I'll let people who know about this comment
My thoughts are, why do we need it? Seems to me the aircraft it's replacing are doing fine
Actually, that's the exact problem. The aircraft we're replacing are not doing fine. At the moment, they are mostly fine. Over the next three to five decades (reasonable aircraft platform lifespan, see the B-52), not so fine.
We bet the house on the F-35 replacing near all of our existing aircraft in that general scope. It was supposed to unify platforms across services, and reduce maintenance costs. Maintenance costs exceed the cost of the aircraft, statistically speaking. Everything from paint to washers to new engines to replacing electronics. Over decades. Unless blown up or flown into the ground.
F-22 is a stealth fighter, and designed as one. Not designed for launching off carriers. Could it do so? Probably, with mods. But unless your airframe is designed around it, you're going to wear out the airframe a lot quicker with catapult launches and arresting wire landings. Making a frame optimized for carrier operations for the entire USAF is stupid as hell. Same as making the same aircraft VTOL. Common components is not stupid. The strategy of making say, 3 aircraft with different frames but as many interchangeable parts as possible is good in theory. This is basically what we did. Saves time, costs, manufacturing lead times, etc.
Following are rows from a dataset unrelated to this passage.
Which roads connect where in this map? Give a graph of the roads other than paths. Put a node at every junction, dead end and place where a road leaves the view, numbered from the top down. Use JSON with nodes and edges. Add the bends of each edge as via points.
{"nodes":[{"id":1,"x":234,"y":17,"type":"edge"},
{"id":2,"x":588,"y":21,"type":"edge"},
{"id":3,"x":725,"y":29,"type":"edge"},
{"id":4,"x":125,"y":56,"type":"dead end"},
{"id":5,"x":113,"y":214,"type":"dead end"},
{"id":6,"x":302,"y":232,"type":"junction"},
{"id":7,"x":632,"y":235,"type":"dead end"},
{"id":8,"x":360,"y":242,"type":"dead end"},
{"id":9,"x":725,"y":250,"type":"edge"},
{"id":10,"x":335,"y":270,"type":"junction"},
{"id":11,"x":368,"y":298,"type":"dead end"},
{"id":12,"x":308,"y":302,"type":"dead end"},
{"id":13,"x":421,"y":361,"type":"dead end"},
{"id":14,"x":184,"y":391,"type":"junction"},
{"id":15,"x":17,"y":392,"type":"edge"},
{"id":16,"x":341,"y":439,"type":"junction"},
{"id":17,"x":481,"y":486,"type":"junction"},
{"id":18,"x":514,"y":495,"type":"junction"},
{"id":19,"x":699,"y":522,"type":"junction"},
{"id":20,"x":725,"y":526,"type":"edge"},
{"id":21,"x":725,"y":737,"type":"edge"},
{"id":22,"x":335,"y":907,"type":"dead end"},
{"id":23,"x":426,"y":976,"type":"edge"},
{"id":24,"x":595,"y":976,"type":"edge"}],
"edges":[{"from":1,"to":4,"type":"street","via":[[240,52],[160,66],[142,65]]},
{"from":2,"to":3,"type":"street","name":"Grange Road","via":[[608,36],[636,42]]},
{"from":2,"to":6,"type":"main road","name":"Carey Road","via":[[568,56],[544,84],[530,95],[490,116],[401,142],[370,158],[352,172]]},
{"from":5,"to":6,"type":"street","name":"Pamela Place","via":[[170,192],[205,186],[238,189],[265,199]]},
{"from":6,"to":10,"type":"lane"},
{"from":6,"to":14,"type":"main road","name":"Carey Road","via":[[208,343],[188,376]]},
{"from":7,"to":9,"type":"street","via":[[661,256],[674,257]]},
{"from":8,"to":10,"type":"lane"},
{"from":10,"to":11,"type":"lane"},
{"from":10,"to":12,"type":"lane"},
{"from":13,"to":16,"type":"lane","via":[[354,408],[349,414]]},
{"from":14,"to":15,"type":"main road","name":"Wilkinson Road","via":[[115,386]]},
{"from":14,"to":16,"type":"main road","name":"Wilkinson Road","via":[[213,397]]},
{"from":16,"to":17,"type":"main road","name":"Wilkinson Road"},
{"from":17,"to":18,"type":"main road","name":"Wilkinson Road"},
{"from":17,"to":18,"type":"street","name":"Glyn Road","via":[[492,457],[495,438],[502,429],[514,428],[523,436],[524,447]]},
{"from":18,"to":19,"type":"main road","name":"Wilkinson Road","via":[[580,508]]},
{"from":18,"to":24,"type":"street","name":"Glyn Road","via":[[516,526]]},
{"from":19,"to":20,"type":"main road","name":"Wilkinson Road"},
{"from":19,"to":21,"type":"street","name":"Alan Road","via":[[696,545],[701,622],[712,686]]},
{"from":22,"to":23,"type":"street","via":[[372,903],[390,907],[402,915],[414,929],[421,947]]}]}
Problem is, it's an engineering nightmare and LockMart has made a lot of expensive mistakes. I haven't been impressed with their project management. If you think the F-35 is an expensive charlie foxtrot, per aircraft it has nothing on the VH-71 Kestrel. Difference is, more aircraft for the F-35 program so more billions in mistakes. One no **** mistake was forgetting the weight of the wiring in certain calculations. Yes, LockMart forgot to incorporate that info. My friend at Pratt who was doing engine design work on F135.
Yes, I'm biased. Yes, government procurement folks did not help. Yes, politics did not help. But the largest factor has been LockMart turning this into a charlie foxtrot. I could be wrong, but this is what I've hear from subcontractors, government procurement staff, military personnel.
Problem is, we dumped a LOT of money into this. A LOT OF MONEY. And we yanked development on a lot of other aircraft. I'm not going conspiracy theory and saying LockMart intentionally tried to bleed taxpayers dry. They just were not as incentivized to as quickly as possible to address project management deficiencies and outright failures. Personally, if I was the Joint Chief of Staff, a decade ago, I'd yank the board of LockMart to the middle of nowhere and explain that I'd make it my personal mission in life to see that they lost every contract both in the US and abroad unless they made DAMN sure the project management on the F-35 went smoothly. We bet the house on it, and LockMart delivered suboptimally. Not insanely horribly, but very suboptimally.